■ GOAL OF THE EXERCISE ■
Where does the string "street" occur in the entries below? Copy every line where it does.

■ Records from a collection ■
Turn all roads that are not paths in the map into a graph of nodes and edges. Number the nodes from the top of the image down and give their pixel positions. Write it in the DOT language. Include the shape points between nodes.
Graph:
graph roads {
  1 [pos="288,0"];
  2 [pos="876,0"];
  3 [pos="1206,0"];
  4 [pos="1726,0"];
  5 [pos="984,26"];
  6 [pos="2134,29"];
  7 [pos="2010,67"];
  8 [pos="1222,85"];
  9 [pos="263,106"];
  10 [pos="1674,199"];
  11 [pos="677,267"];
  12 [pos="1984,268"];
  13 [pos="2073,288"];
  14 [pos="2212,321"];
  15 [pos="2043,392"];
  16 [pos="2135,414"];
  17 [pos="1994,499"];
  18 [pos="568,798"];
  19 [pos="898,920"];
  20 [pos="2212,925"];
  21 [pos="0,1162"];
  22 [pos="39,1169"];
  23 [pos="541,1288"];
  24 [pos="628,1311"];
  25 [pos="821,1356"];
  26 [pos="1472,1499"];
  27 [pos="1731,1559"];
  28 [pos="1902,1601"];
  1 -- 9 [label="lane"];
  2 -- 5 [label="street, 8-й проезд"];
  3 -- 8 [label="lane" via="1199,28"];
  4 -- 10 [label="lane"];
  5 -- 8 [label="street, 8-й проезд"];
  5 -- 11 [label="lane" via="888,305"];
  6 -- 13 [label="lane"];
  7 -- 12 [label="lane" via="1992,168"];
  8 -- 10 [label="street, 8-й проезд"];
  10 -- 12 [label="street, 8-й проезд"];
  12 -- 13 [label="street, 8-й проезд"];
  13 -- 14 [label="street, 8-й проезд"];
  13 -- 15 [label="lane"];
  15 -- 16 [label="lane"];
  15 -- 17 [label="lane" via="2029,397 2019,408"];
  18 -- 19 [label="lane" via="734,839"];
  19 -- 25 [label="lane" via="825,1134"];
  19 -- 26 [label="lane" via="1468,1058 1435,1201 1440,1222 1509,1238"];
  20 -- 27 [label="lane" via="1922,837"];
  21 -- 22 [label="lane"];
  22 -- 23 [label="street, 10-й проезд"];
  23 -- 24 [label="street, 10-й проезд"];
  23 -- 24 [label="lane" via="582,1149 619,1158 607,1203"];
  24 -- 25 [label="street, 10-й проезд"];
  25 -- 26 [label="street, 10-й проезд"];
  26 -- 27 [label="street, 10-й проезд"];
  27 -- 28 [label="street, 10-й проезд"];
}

■ TASK ANSWER ■
  2 -- 5 [label="street, 8-й проезд"];
  5 -- 8 [label="street, 8-й проезд"];
  8 -- 10 [label="street, 8-й проезд"];
  10 -- 12 [label="street, 8-й проезд"];
  12 -- 13 [label="street, 8-й проезд"];
  13 -- 14 [label="street, 8-й проезд"];
  22 -- 23 [label="street, 10-й проезд"];
  23 -- 24 [label="street, 10-й проезд"];
  24 -- 25 [label="street, 10-й проезд"];
  25 -- 26 [label="street, 10-й проезд"];
  26 -- 27 [label="street, 10-й проезд"];
  27 -- 28 [label="street, 10-й проезд"];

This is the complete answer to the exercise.